§ Task item
Down to the last line, reproduce the data that follows, but skip the pictures.

§ Extracted entries
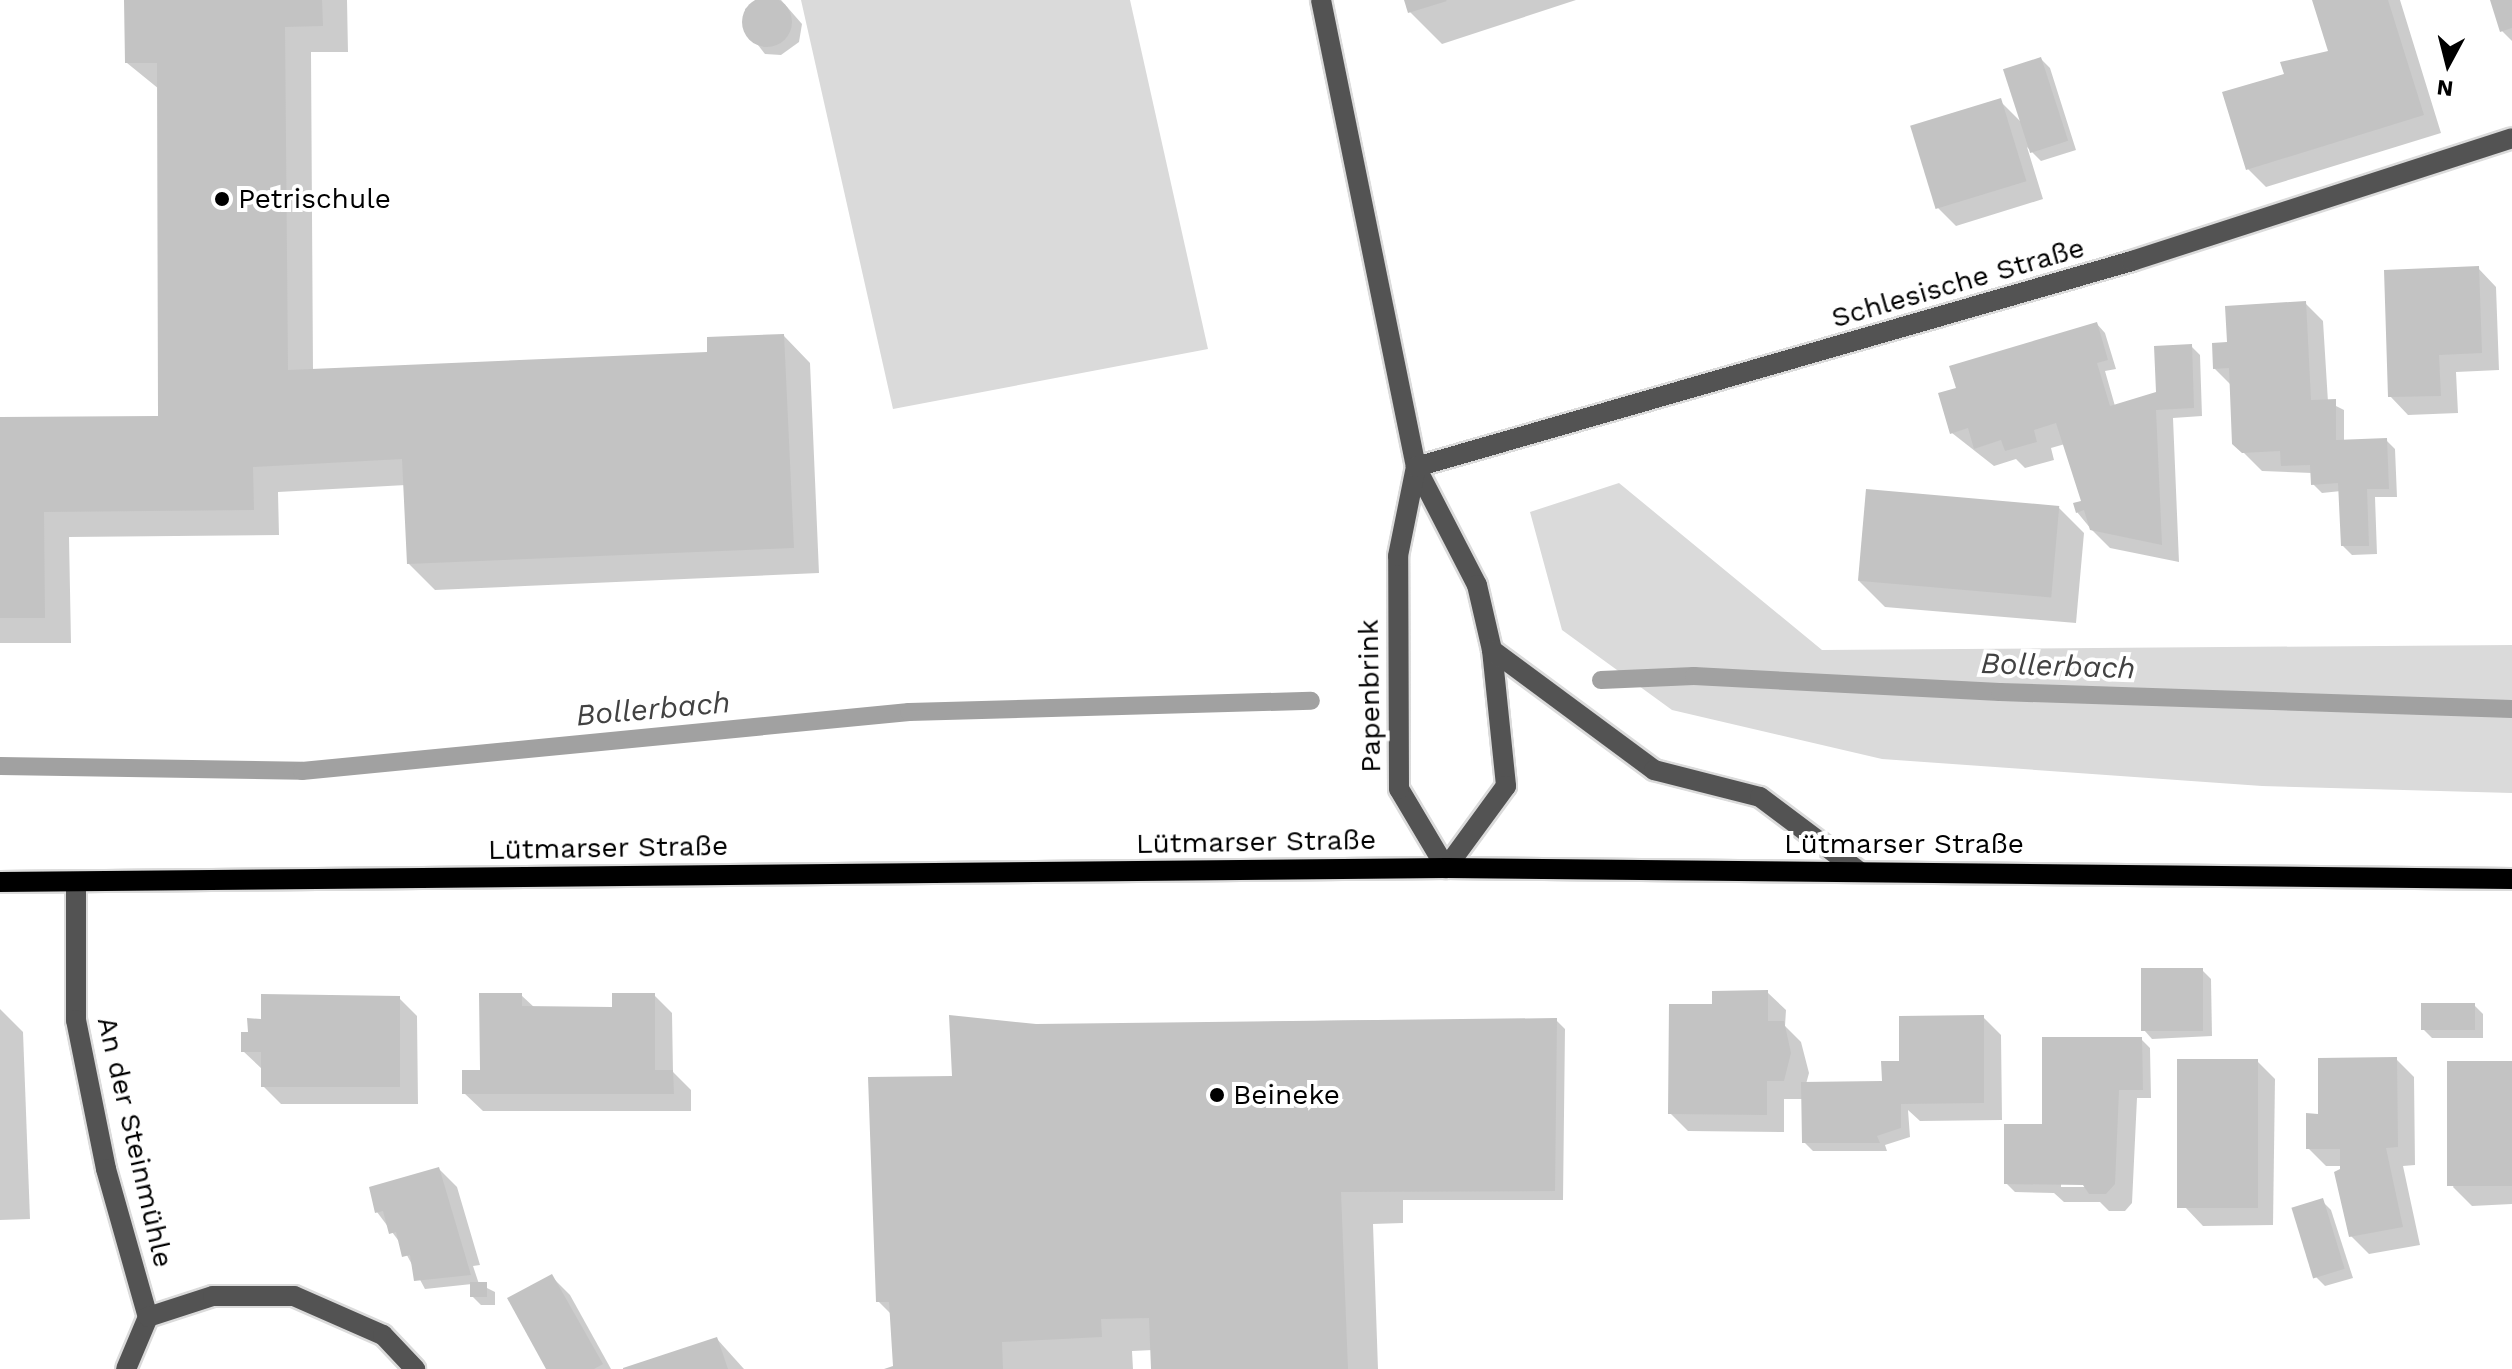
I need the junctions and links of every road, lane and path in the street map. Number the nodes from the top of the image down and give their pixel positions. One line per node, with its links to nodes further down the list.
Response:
1 (1321, 0): 3 (street, Papenbrink)
2 (2512, 138): 3 (street, Schlesische Straße)
3 (1416, 467): 4 (street, Papenbrink); 5 (street, Papenbrink)
4 (1492, 650): 5 (street, Papenbrink); 6 (street)
5 (1446, 868): 6 (main road, Lütmarser Straße); 9 (main road, Lütmarser Straße)
6 (1860, 872): 7 (main road, Lütmarser Straße)
7 (2512, 879)
8 (0, 882): 9 (main road, Lütmarser Straße)
9 (76, 882): 10 (street, An der Steinmühle)
10 (148, 1317): 11 (street); 12 (street, An der Steinmühle)
11 (126, 1369)
12 (415, 1369)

§ Result of the exercise
I need the junctions and links of every road, lane and path in the street map. Number the nodes from the top of the image down and give their pixel positions. One line per node, with its links to nodes further down the list.
Response:
1 (1321, 0): 3 (street, Papenbrink)
2 (2512, 138): 3 (street, Schlesische Straße)
3 (1416, 467): 4 (street, Papenbrink); 5 (street, Papenbrink)
4 (1492, 650): 5 (street, Papenbrink); 6 (street)
5 (1446, 868): 6 (main road, Lütmarser Straße); 9 (main road, Lütmarser Straße)
6 (1860, 872): 7 (main road, Lütmarser Straße)
7 (2512, 879)
8 (0, 882): 9 (main road, Lütmarser Straße)
9 (76, 882): 10 (street, An der Steinmühle)
10 (148, 1317): 11 (street); 12 (street, An der Steinmühle)
11 (126, 1369)
12 (415, 1369)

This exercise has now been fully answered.